De steenfabriek

Wonderlijk. Het is of we hier in de Bijbel ronddwalen. ‘Laat mijn volk gaan,’ zegt Mozes tegen de farao. Dag in dag uit moeten de Israëlieten tichelstenen maken. En hier op de steenfabriek in Pakistan gaat het niet anders. De meeste christenen in Pakistan zijn arm. Veel werken er op steenfabrieken. Het werk is zwaar. De hele dag zit je op je hurken en met je blote voeten op  het gloeiende zand. Zolang je gezond en sterk bent gaat het nog wel, maar als je ziek wordt raak je in grote problemen. Zonder hulp kom je er dan niet meer uit. Dat geldt zeker voor de vrouw die we nu gaan opzoeken.
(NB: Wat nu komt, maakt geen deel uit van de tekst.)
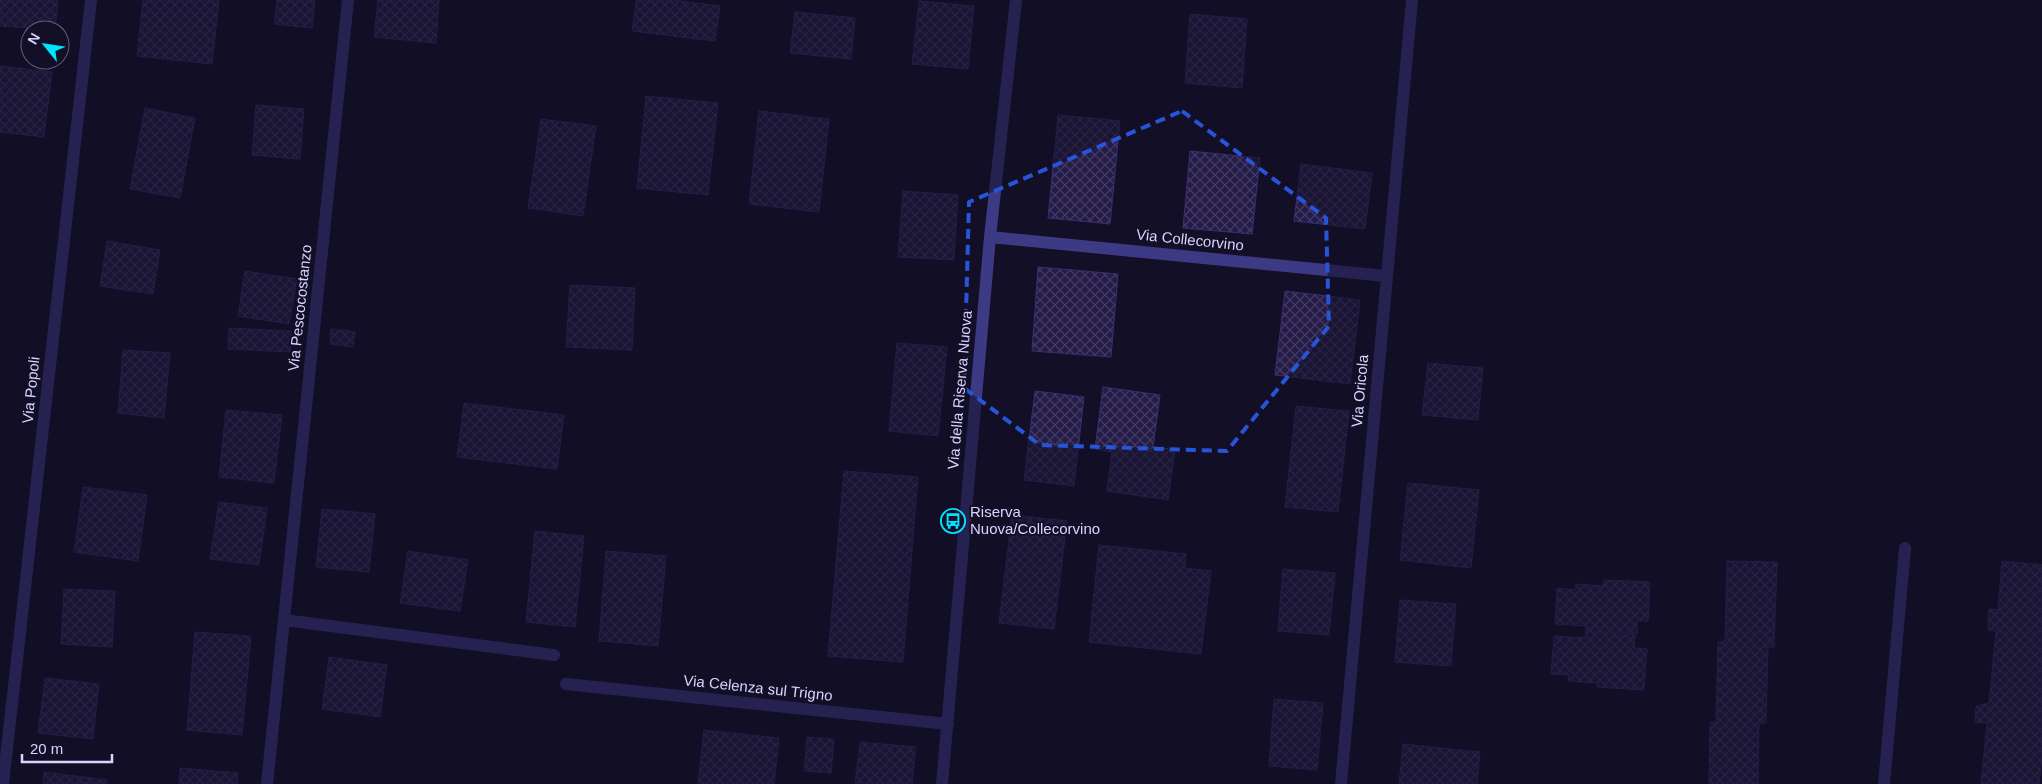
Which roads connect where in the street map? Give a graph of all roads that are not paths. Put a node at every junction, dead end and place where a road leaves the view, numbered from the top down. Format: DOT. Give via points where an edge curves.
graph roads {
  1 [pos="91,0"];
  2 [pos="348,0"];
  3 [pos="1016,0"];
  4 [pos="1412,0"];
  5 [pos="990,237"];
  6 [pos="1386,276"];
  7 [pos="1905,548"];
  8 [pos="284,620"];
  9 [pos="554,655"];
  10 [pos="566,684"];
  11 [pos="948,724"];
  12 [pos="3,784"];
  13 [pos="267,784"];
  14 [pos="942,784"];
  15 [pos="1341,784"];
  16 [pos="1884,784"];
  1 -- 12 [label="street, Via Popoli"];
  2 -- 8 [label="street, Via Pescocostanzo"];
  3 -- 5 [label="street, Via della Riserva Nuova"];
  4 -- 6 [label="street, Via Oricola"];
  5 -- 6 [label="street, Via Collecorvino"];
  5 -- 11 [label="street, Via della Riserva Nuova"];
  6 -- 15 [label="street, Via Oricola"];
  7 -- 16 [label="street"];
  8 -- 9 [label="street"];
  8 -- 13 [label="street, Via Pescocostanzo"];
  10 -- 11 [label="street, Via Celenza sul Trigno"];
  11 -- 14 [label="street, Via della Riserva Nuova"];
}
Met een peutertje op haar arm staat ze voor haar eenkamerwoning. Drie andere kinderen drukken zich tegen haar aan. ‘Deze vrouw is weduwe,’ zegt mijn begeleider. Hij vertelt dat haar man na een lange ziekteperiode is overleden. Haar werkgever heeft de doktersrekeningen betaald. Als voorschot. Ze moet het terugbetalen. Dat kan ze onmogelijk. Als ik naast haar sta dringt een Bijbelvers zich onweerstaanbaar aan mij op, een vers uit het eerste hoofdstuk van Jacobus: ‘De zuivere en onbevlekte godsdienst voor God de Vader is dit: weduwen en wezen bezoeken in hun verdrukking…’ Hier staat het Bijbelvers in levende lijve. Een weduwe met vier kinderen. We moeten iets doen. Gelukkig heb ik vanuit Urk een geldbedrag meegekregen. Drie gezinnen kunnen we daarmee vrijkopen. Deze weduwe is er een van.

 

Onderhandelen

Er moet wel telkens onderhandeld worden. We zitten nu in het kantoor van een van de bazen. We doen ons best om de schuld van een familie wat naar beneden te krijgen. Een van ons, een geboren onderhandelaar, houdt een vurig pleidooi: ‘Ook in de heilige koran staat dat je armen moet helpen. Deze meneer,’ hij wijst naar mij, ‘heeft zesduizend kilometer gereisd om iets voor deze mensen te doen.’ We krijgen twintig procent van de schuld af. Aan mij de eer om het resterende bedrag te overhandigen. Er wordt een verklaring opgesteld met veel handtekeningen en duimafdrukken. In de andere twee gevallen gaat het ook zo. Een vader van een van de gezinnen is uitgelaten van vreugde. Een van ons hoorde hem zeggen: ‘Mozes was hier.’

 

Weg uit ‘ Egypte’

Het vrijkopen van de derde familie is ook ontroerend. Het betreft een gezin met drie bijna blinde dochters. De meisjes lijden ook nog aan een huidziekte. ‘Ben je blij dat je gaat verhuizen?’ vraagt mijn begeleider aan het oudste meisje. ’Ja,’ antwoordt ze. De dokter had ook al tegen haar gezegd: ‘Steenfabriek niet goed.’ Maar de vader is er nog niet gerust op. ‘Ik ben bang dat het niet lukt,’ zegt hij. We stellen hem gerust. Het huisraad wordt op een soort motorbakfiets geladen. De familie klimt er zelf ook op. Als we een halve kilometer gereden hebben worden we gebeld. De broer van de baas is aan de lijn. Woedend. ‘Onmiddellijk terugkomen, jullie hebben niet de hele schuld betaald.’ Onze onderhandelaar is het er niet mee eens. ‘We hebben eerlijk gehandeld. Alles is vastgelegd. Er is geen reden om terug te komen.’ We rijden verder. Weg uit ‘Egypte’.

 

Krijn de Jong, Urk


Commentaar

  • Nieuw leven 2024-04-19 17:47:34

    In januari begint het al: het wordt weer langer licht en de sneeuwklokjes gaan bloeien, en even...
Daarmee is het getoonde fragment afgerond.